Reuben Adeleye Abati (born 7 November 1965) is a Nigerian Journalist, Politician, Television Anchor and Newspaper Columnist. He was the Peoples Democratic Party (PDP)'s Deputy Governorship candidate in Ogun State for the 2019 Gubernatorial election. Abati was Special Adviser on Media and Publicity to President Goodluck Jonathan of Nigeria between Year 2011 and 2015 . He was previously a newspaper columnist and the chairman of the editorial board of the Nigerian newspaper The Guardian from 2001 to 2011. He is a graduate of Theater Arts from the University of Calabar. Equally important, Reuben Abati is a Senior Research Associate with the Olusegun Obasanjo Centre for Cultural Studies and  National Open University of Nigeria (NOUN).

Education 
Abati graduated from the University of Calabar, Nigeria in 1985. He later studied at the University of Ibadan as a University Scholar.

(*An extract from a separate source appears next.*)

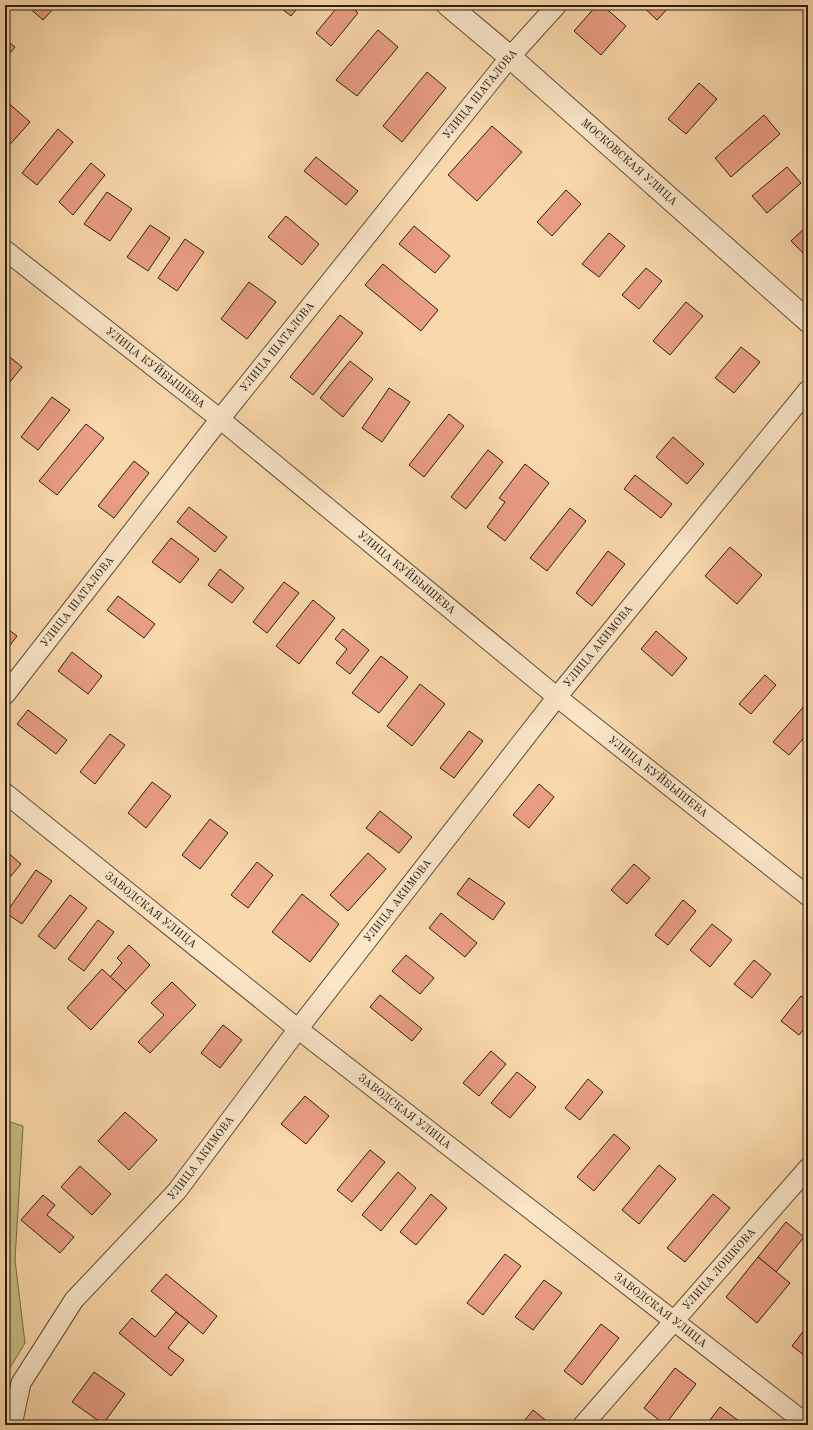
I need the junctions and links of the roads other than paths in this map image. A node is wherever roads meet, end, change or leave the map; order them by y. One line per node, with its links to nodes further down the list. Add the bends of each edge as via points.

He holds a PhD in Theatre Arts, specializing in Dramatic Literature, Theory and Criticism from the University of Ibadan (1990); a bachelor's degree in Law from Lagos State University, Lagos (1999); a professional training certificate in journalism from the College of Journalism, University of Maryland, College Park, United States (1996–97); and a Certificate in Management and Leadership from the Said Business School, University of Oxford (2015).

Career 
While serving as Chairman, Editorial Board and Editorial Page Editor of The Guardian Newspapers, for more than ten years, and later as Special Adviser, Media and Publicity and Official Spokesperson in the Nigerian Presidency (2011-2015), he was responsible for a whole range of tasks including articulation and execution of policy, determination of editorial direction, crisis management, media management, communications and team management.

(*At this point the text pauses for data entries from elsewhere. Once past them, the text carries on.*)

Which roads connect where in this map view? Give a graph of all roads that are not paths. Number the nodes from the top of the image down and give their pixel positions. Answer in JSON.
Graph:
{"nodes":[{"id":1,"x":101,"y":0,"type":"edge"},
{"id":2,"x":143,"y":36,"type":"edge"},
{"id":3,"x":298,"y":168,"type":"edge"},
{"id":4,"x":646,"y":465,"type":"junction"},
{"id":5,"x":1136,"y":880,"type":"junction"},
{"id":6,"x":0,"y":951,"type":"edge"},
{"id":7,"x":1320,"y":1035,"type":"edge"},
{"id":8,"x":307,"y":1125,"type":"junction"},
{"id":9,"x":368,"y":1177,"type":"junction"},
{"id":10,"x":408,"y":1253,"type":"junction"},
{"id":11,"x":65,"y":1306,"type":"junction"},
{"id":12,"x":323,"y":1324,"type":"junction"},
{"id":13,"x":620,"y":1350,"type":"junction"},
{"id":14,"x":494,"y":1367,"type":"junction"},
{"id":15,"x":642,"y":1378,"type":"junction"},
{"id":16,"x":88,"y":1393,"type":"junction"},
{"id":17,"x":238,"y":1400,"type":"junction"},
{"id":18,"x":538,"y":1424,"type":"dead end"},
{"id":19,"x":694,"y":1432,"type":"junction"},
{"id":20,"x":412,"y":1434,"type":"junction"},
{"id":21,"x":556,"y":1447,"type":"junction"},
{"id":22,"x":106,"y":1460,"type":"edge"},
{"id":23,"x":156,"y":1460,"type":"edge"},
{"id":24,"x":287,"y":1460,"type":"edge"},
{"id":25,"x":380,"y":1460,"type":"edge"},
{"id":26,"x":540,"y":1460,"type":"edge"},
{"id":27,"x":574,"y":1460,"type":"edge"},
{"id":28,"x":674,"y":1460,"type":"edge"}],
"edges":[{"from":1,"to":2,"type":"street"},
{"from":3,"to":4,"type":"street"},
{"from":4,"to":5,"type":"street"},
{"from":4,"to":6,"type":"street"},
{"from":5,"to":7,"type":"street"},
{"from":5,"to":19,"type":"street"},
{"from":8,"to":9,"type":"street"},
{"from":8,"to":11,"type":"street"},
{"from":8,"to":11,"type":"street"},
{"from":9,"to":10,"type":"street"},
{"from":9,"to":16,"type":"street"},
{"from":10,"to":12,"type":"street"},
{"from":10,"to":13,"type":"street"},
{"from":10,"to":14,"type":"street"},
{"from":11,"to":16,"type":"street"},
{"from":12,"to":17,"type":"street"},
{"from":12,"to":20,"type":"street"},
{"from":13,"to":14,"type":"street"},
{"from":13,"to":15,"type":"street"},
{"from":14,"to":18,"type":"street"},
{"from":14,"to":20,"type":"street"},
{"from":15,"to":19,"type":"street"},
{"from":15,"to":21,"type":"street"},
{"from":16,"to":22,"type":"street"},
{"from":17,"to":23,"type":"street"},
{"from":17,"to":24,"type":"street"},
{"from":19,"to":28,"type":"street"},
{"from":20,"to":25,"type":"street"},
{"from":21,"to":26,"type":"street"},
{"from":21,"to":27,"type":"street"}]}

Between 2000 and 2011, Reuben Abati was a member and co-presenter of the television discussion programme, Patito's Gang, founded by Professor Pat Utomi. Between 2003 and 2007,  he served as a member of the Governing Council of Olabisi Onabanjo University, Ago-Iwoye, Ogun State and was a member of the Board of the Lagos State Security Trust Fund (2007-2011).

Reuben Abati has been writing for the Nigerian press since 1985, serving as Contributing Editor, Editor, and Columnist to many publications, covering both the mainstream media and the softer genre of romance and lifestyle magazines. He is very well known for his book reviews, essays and commentaries on national, regional and international affairs. His writings have also appeared in both local and international periodicals and academic journals.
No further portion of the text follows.